Selain itu, BUMN pangan akan lebih leluasa mengatur penyaluran Minyakita di setiap kanal distribusi. Kanal distribusi tersebut mencakup pasar rakyat atau tradisional, program Stabilisasi Pasokan dan Harga Pangan (SPHP), serta program Bantuan Pangan.

”Saat ini, Bulog tengah menyalurkan Minyakita hasil DMO untuk bantuan pangan bagi keluarga berpenghasilan rendah,” tuturnya melalui siaran pers di Jakarta, Selasa (21/4/2026).

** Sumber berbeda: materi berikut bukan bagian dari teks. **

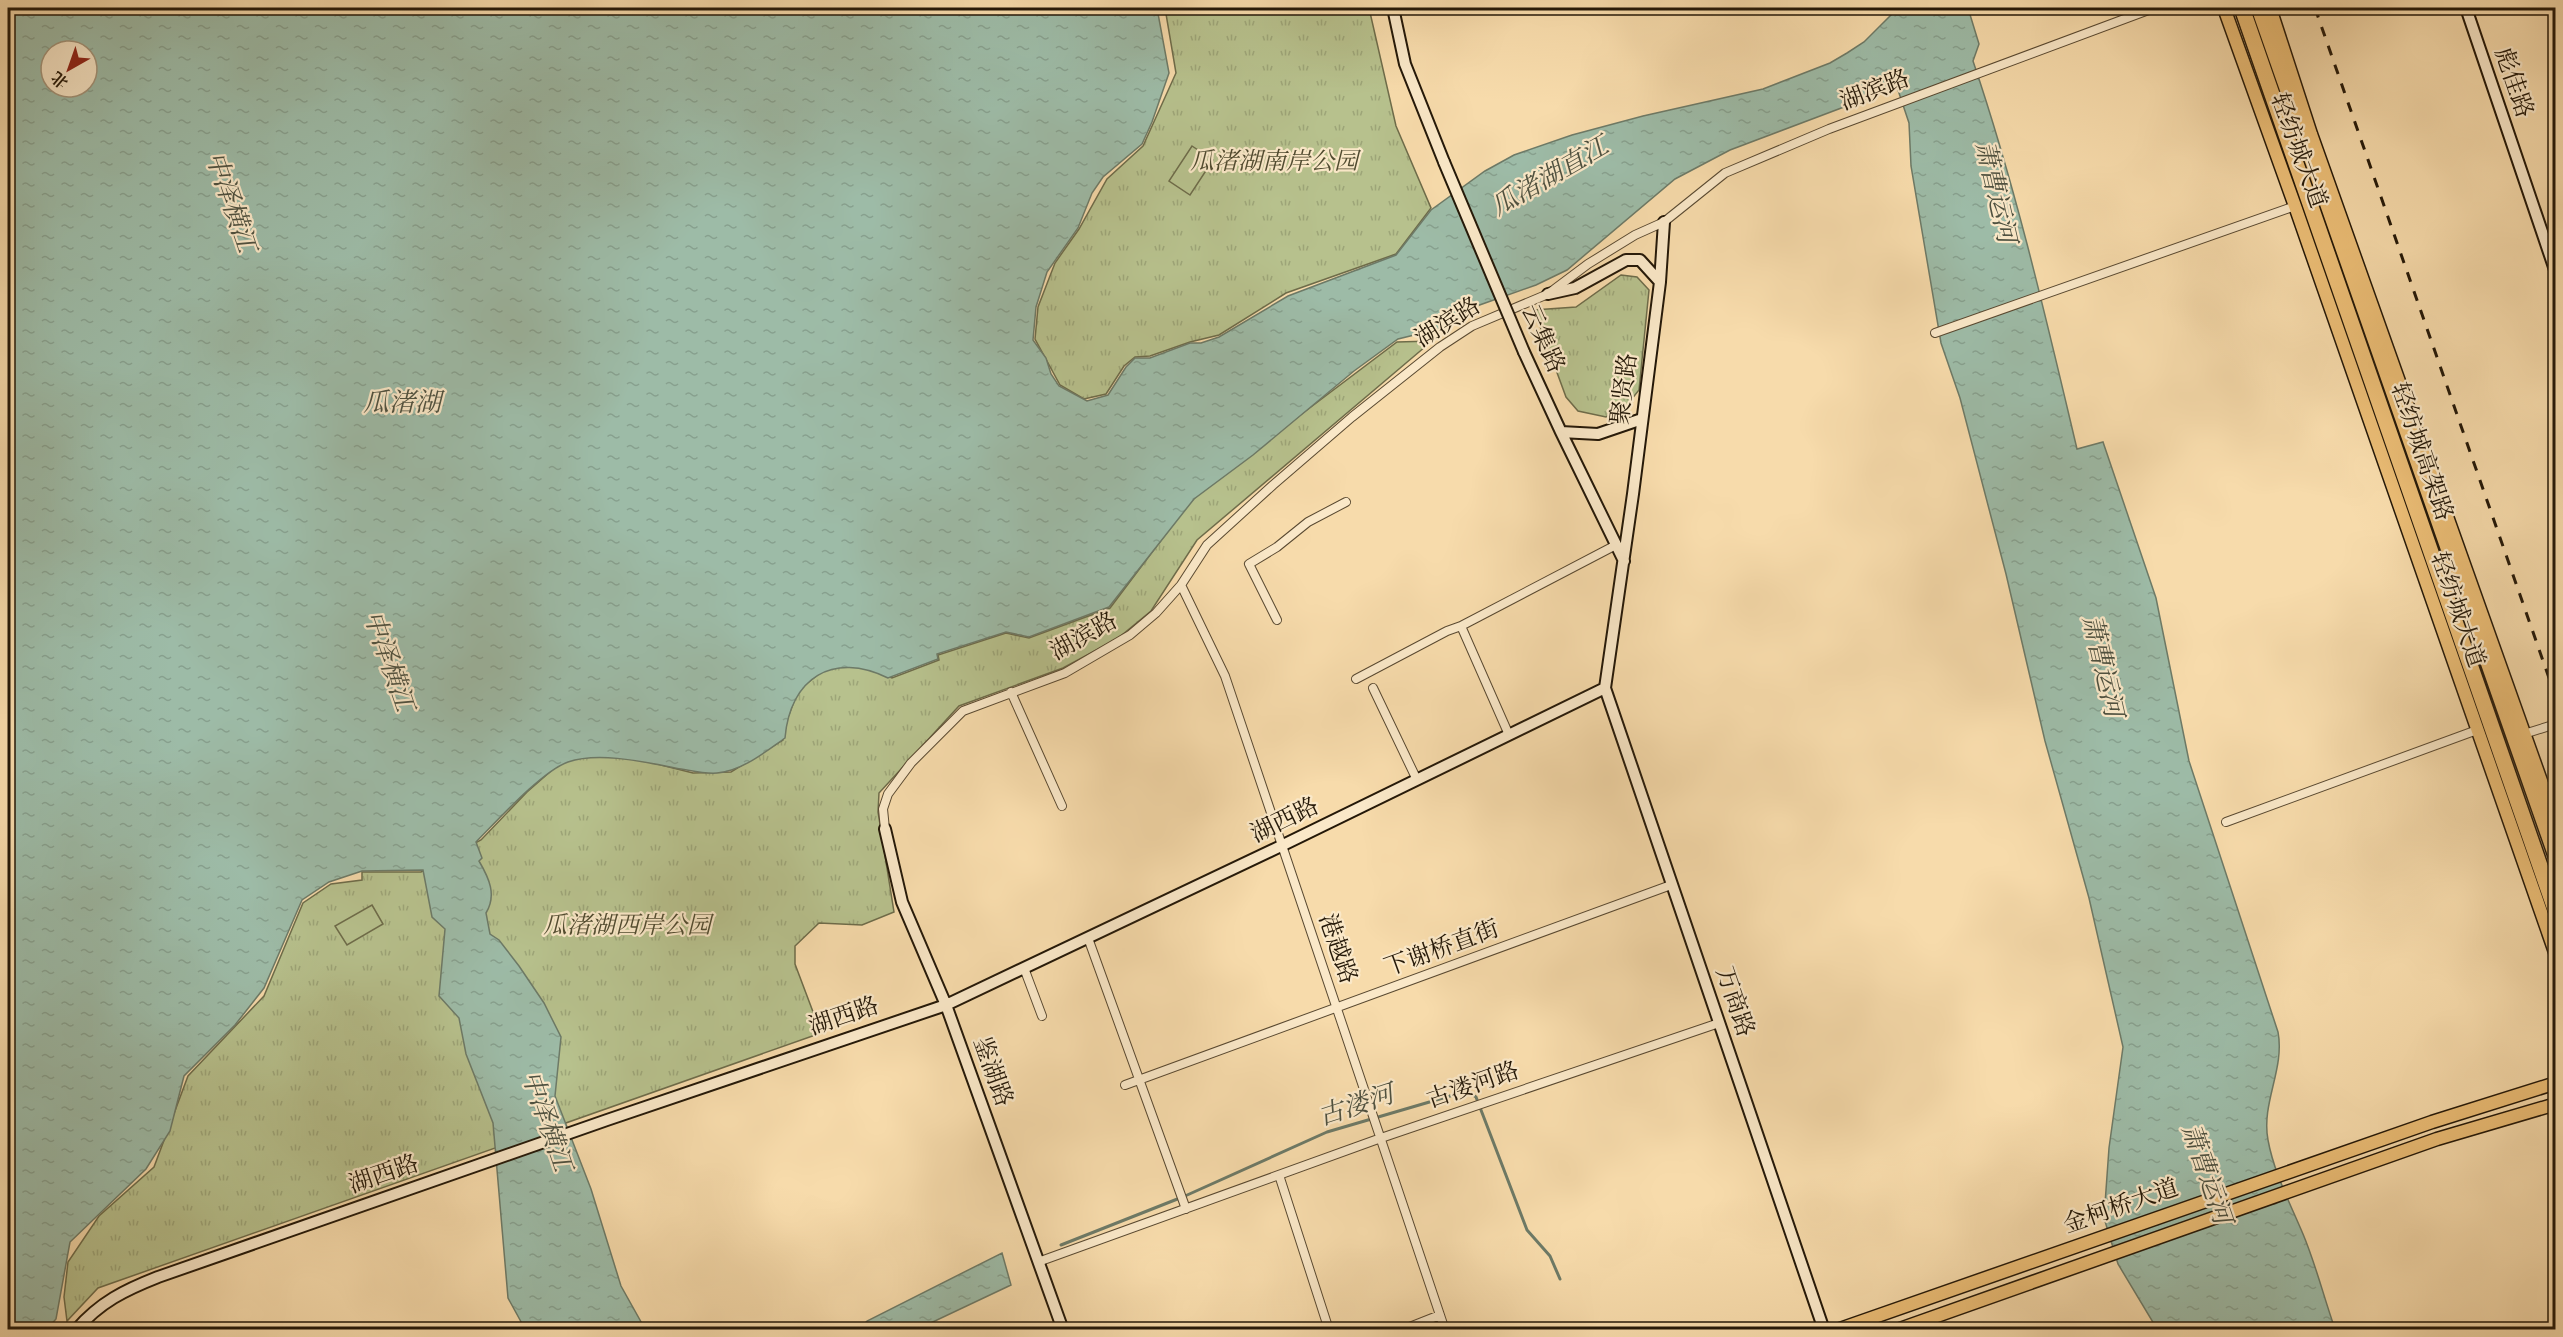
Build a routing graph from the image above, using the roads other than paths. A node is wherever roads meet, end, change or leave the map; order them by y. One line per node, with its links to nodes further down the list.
1 (1393, 8): 15 (street, 云集路, bridge)
2 (2154, 8): 9 (street, 湖滨路)
3 (2224, 8): 8 (main road, 轻纺城大道)
4 (2242, 8): 38 (highway, 轻纺城高架路)
5 (2259, 8): 36 (highway, 轻纺城高架路)
6 (2270, 8): 28 (main road, 轻纺城大道)
7 (2466, 8): 10 (street, 彪佳路)
8 (2295, 206): 13 (street); 27 (main road, 轻纺城大道)
9 (1664, 222): 11 (street, 聚贤路); 12 (street, 湖滨路)
10 (2556, 273)
11 (1660, 282): 12 (street); 14 (street, 聚贤路)
12 (1548, 294): 19 (street, 湖滨路)
13 (1935, 333)
14 (1642, 419): 15 (street); 18 (street, 聚贤路)
15 (1561, 432): 17 (street, 云集路)
16 (1346, 502): 20 (street)
17 (1617, 545): 18 (street, 云集路); 21 (street)
18 (1624, 561): 24 (street)
19 (1181, 585): 25 (street, 湖滨路); 35 (street, 港越路)
20 (1277, 620)
21 (1461, 626): 22 (street); 29 (street)
22 (1356, 679)
23 (1373, 688): 30 (street)
24 (1605, 688): 29 (street, 湖西路); 37 (street, 万商路)
25 (1011, 692): 31 (street); 34 (street, 湖滨路)
26 (2556, 724): 28 (street)
27 (2477, 730): 32 (street); 40 (main road, 轻纺城大道)
28 (2524, 734): 33 (main road, 轻纺城大道)
29 (1509, 735): 30 (street, 湖西路)
30 (1417, 780): 35 (street, 湖西路)
31 (1062, 806)
32 (2226, 822)
33 (2556, 823)
34 (885, 829): 42 (street, 鉴湖路)
35 (1281, 846): 39 (street, 湖西路); 43 (street, 港越路)
36 (2556, 856)
37 (1671, 885): 43 (street, 下谢桥直街); 45 (street, 万商路)
38 (2556, 912)
39 (1088, 938): 41 (street, 湖西路); 46 (street)
40 (2556, 956)
41 (1024, 968): 42 (street, 湖西路); 44 (street)
42 (946, 1005): 53 (street, 鉴湖路); 55 (street, 湖西路)
43 (1337, 1008): 46 (street, 下谢桥直街); 50 (street, 港越路)
44 (1042, 1016)
45 (1719, 1023): 50 (street, 古溇河路); 60 (street, 万商路)
46 (1140, 1079): 48 (street, 下谢桥直街); 52 (street)
47 (2556, 1083): 61 (main road, 金柯桥大道)
48 (1125, 1084)
49 (2556, 1104): 62 (main road, 金柯桥大道)
50 (1381, 1138): 51 (street, 古溇河路); 54 (street, 港越路)
51 (1278, 1175): 52 (street, 古溇河路); 57 (street)
52 (1185, 1206): 53 (street, 古溇河路)
53 (1038, 1262): 56 (street, 鉴湖路)
54 (1440, 1315): 58 (street); 59 (street, 港越路)
55 (76, 1329)
56 (1063, 1329)
57 (1329, 1329)
58 (1402, 1329)
59 (1445, 1329)
60 (1824, 1329)
61 (1837, 1329)
62 (1897, 1329)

Ketut juga berpendapat, upaya penambahan kuota DMO Minyakita bagi BUMN juga perlu diikuti dengan pemangkasan rantai distribusi Minyakita. Selama ini, rantai distribusi Minyakita melibatkan produsen, distributor lini 1 (D1), D2, dan pedagang atau pengecer.

Dalam rantai distribusi itu, praktik pemasaran lepas (marketing freelance) kerap terjadi. Hal itu bisa memperpanjang alur distribusi sehingga membuat harga Minyakita di tingkat konsumen menjadi lebih tinggi.

”Agar alur distribusi tidak terlalu panjang, Minyakita seharusnya disalurkan langsung dari BUMN pangan kepada para pedagang di pasar rakyat. Dengan demikian, harga akhir di tingkat konsumen dapat lebih sesuai dengan HET Rp 15.700 per liter,” katanya.

Sebelumnya, sejumlah argumen terkait faktor penyebab kenaikan harga Minyakita mengemuka. Beberapa di antaranya adalah pergeseran konsumsi masyarakat, terbatasnya pasokan kemasan dari plastik, dan kelangkaan pasokan.

Berdasarkan data Sistem Pemantauan Pasar dan Kebutuhan Pokok Kemendag, harga rerata nasional Minyakita di pasar-pasar rakyat sebesar Rp 15.942 per liter. Harga tersebut naik 0,41 persen secara bulanan dan 1,51 persen di atas HET.